### Data in this exercise
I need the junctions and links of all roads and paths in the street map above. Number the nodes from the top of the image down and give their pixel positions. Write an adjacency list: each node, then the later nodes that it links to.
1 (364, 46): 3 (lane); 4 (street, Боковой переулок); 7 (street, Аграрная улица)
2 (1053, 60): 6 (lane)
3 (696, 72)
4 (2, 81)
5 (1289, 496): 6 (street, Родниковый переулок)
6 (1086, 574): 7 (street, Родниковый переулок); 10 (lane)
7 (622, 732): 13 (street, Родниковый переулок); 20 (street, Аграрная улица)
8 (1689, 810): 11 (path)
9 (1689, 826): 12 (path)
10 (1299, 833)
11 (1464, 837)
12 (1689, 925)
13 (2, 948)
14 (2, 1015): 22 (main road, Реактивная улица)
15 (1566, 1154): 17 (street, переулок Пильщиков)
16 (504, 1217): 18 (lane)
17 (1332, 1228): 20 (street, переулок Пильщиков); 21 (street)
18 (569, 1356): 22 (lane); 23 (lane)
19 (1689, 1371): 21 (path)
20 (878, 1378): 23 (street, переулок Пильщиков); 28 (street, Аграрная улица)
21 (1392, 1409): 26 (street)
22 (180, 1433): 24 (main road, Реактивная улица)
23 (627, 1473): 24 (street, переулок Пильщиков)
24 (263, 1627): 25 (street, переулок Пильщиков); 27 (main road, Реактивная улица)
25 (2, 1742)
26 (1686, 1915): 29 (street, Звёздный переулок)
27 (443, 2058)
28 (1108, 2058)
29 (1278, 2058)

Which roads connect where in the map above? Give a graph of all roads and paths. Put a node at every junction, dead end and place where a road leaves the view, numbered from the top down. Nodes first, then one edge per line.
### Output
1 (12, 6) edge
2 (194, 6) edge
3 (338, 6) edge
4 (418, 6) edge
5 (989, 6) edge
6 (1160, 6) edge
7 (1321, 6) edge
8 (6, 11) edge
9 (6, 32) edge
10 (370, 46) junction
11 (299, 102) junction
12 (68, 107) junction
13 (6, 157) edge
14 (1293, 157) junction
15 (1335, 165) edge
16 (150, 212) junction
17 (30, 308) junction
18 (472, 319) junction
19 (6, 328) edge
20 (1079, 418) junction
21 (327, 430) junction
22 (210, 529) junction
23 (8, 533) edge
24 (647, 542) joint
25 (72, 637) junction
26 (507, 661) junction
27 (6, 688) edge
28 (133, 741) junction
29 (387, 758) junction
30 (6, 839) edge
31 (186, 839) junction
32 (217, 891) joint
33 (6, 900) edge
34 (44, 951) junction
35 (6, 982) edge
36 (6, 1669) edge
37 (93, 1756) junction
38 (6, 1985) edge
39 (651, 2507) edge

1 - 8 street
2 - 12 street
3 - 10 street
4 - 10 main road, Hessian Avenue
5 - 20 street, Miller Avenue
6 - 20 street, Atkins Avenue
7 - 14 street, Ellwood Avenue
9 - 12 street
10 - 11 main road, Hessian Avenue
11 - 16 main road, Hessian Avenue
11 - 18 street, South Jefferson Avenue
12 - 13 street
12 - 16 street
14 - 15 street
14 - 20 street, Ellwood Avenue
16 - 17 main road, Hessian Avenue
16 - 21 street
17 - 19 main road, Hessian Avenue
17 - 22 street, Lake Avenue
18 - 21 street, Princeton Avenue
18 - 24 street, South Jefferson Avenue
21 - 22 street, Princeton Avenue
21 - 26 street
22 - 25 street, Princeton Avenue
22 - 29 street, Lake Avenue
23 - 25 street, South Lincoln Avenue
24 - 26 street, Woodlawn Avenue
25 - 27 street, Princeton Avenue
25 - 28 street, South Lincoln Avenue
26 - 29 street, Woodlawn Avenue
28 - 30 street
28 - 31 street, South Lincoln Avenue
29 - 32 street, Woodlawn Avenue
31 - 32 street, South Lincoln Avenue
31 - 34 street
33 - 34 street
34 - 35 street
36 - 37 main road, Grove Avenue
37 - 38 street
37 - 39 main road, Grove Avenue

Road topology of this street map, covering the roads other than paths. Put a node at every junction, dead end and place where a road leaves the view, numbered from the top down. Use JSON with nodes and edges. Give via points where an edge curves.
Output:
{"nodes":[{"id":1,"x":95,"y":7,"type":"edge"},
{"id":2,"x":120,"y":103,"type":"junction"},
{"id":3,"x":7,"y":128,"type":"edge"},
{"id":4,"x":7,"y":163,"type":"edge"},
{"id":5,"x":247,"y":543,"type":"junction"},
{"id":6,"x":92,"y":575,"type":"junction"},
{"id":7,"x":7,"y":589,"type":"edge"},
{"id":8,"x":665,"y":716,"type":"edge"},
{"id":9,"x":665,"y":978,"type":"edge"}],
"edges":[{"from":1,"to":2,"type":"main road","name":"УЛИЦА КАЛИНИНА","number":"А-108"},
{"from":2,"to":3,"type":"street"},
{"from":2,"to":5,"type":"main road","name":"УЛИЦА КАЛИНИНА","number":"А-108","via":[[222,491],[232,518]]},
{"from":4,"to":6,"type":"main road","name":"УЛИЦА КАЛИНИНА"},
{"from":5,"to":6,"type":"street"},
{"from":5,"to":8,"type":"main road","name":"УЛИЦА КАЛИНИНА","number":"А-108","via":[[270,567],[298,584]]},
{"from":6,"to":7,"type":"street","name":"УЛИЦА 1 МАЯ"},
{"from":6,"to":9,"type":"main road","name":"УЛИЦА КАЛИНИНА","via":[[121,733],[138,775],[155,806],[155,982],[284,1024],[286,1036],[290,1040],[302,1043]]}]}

### Problem to work on
Lines of the listing above that include the string "Пильщиков" should each be copied.

### Finished task
15 (1566, 1154): 17 (street, переулок Пильщиков)
17 (1332, 1228): 20 (street, переулок Пильщиков); 21 (street)
20 (878, 1378): 23 (street, переулок Пильщиков); 28 (street, Аграрная улица)
23 (627, 1473): 24 (street, переулок Пильщиков)
24 (263, 1627): 25 (street, переулок Пильщиков); 27 (main road, Реактивная улица)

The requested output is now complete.